Alexis Murzeau <amub...@gmail.com> writes:

...
> If it's just about legal risk, couldn't the responsibility of the
> right to redistribute of the uploaded software be moved on the
> uploader instead ?

How well does that work if someone outside the USA uploads software to
this USA based server which is legal in their own jurisdiction, but
falls foul of US law either by being on the server, or perhaps by being
distributed or (re)exported, say.

ISTR that uploading the ssh binaries from the UK seemed likely to
involve me crossing one or other of those lines back in the days of the
non-US archive (what with the RSA patent, and the export restrictions on
crypto at the time).

I know times have changed, but are we not still notionally informing
someone of every package that goes through NEW?  Telling them (perhaps
in a queued email that doesn't get sent any more) that each and every
package in Debian may well include crypto at some future date, if it
doesn't already, and declaring an initial point of distribution.

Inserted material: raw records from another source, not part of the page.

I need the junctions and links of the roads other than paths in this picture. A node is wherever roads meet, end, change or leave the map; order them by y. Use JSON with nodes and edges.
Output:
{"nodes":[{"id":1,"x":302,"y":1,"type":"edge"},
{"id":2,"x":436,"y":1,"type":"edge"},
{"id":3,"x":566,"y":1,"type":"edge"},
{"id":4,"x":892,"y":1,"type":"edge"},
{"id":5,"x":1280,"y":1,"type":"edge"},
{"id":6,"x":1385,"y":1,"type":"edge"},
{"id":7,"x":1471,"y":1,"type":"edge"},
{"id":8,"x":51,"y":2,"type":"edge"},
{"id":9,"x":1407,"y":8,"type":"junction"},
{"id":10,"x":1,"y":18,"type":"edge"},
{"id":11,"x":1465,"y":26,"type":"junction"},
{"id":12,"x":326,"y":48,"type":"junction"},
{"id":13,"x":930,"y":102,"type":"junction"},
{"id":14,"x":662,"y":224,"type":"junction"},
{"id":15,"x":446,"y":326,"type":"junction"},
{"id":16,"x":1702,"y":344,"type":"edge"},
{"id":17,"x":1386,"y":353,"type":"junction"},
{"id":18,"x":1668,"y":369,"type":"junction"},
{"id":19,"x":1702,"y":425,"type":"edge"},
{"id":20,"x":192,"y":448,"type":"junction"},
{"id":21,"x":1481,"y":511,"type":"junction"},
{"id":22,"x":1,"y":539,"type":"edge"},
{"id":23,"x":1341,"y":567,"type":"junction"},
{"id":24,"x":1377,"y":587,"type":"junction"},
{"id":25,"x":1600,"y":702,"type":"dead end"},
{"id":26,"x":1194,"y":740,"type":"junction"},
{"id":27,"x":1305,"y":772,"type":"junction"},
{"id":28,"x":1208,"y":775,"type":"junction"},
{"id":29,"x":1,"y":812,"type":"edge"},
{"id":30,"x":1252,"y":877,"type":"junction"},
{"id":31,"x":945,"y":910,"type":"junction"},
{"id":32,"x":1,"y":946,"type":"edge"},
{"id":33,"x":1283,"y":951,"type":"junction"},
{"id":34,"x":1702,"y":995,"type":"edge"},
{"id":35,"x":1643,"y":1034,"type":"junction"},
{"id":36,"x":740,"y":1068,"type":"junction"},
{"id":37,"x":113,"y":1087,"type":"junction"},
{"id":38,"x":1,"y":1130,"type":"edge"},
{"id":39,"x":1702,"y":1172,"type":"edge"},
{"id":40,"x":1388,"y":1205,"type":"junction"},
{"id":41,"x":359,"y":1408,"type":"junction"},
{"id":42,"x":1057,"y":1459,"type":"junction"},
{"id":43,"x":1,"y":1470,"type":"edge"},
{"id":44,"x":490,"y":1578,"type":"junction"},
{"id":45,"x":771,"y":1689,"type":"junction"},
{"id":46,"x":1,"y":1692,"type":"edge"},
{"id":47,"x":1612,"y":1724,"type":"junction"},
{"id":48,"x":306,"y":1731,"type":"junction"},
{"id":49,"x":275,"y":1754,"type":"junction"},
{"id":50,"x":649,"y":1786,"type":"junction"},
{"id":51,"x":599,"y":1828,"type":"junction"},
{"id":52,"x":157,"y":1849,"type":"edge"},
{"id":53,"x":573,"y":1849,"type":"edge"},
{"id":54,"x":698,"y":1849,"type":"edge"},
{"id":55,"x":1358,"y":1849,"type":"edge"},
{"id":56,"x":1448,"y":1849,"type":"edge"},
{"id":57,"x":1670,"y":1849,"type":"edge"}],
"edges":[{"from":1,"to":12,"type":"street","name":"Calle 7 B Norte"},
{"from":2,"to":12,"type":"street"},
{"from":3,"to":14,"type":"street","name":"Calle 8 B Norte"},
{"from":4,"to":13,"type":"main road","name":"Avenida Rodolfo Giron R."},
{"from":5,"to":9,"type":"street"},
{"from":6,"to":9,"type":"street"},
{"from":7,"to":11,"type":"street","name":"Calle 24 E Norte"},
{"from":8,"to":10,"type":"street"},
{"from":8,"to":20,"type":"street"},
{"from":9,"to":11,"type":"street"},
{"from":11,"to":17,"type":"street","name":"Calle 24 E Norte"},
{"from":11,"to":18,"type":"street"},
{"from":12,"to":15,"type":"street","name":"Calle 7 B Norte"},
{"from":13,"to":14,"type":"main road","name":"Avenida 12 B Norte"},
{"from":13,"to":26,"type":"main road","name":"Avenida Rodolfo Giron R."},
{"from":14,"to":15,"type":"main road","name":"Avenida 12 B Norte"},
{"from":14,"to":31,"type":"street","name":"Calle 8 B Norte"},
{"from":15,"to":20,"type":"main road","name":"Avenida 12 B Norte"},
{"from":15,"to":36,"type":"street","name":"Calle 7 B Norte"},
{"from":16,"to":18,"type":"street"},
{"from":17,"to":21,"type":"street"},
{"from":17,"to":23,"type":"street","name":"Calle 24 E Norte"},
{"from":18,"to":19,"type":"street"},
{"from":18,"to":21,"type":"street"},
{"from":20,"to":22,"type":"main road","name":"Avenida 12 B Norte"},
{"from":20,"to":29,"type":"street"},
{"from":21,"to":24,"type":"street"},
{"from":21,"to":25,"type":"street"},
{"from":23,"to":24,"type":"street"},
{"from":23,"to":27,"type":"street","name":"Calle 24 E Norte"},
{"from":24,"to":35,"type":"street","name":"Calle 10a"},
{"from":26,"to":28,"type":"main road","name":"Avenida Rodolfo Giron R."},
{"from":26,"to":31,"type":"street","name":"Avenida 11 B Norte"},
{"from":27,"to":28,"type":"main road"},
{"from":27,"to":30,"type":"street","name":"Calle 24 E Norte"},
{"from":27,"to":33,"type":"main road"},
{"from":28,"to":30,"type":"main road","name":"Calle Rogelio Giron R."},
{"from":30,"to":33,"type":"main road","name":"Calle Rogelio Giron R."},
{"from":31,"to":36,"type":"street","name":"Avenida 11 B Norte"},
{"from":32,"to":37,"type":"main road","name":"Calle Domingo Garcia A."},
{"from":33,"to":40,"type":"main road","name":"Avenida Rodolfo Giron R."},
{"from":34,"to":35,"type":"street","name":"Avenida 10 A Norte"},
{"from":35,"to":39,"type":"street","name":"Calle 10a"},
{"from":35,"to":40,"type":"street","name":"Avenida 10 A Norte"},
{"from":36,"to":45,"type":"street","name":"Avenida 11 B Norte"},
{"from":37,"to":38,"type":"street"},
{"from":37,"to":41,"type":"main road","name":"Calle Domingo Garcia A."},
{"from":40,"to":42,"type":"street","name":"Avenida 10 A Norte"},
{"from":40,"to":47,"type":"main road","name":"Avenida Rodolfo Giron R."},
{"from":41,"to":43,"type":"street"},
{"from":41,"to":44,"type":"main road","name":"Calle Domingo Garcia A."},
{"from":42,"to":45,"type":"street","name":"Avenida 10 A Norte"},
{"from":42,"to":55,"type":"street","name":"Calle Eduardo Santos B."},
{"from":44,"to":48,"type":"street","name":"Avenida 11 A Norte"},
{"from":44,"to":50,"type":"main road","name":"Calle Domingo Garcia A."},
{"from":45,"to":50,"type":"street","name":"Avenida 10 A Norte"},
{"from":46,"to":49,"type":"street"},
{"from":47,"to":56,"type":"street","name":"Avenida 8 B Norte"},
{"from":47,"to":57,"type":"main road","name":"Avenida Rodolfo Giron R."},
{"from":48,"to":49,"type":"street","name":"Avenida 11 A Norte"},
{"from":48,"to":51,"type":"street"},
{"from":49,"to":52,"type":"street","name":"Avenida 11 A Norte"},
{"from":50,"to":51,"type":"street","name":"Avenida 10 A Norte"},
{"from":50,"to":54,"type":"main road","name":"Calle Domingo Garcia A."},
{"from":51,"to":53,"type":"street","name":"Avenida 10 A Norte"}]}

I would suspect that we might want to check that technical changes to
this process remain compatible with the paperwork, because the paperwork
may well be harder to change than the technology, and keeping the
paperwork in good working order may be a useful shield if some
capricious maniac ever managed to be in charge of things.

Cheers, Phil.
--
|)|  Philip Hands  [+44 (0)20 8530 9560]  HANDS.COM Ltd.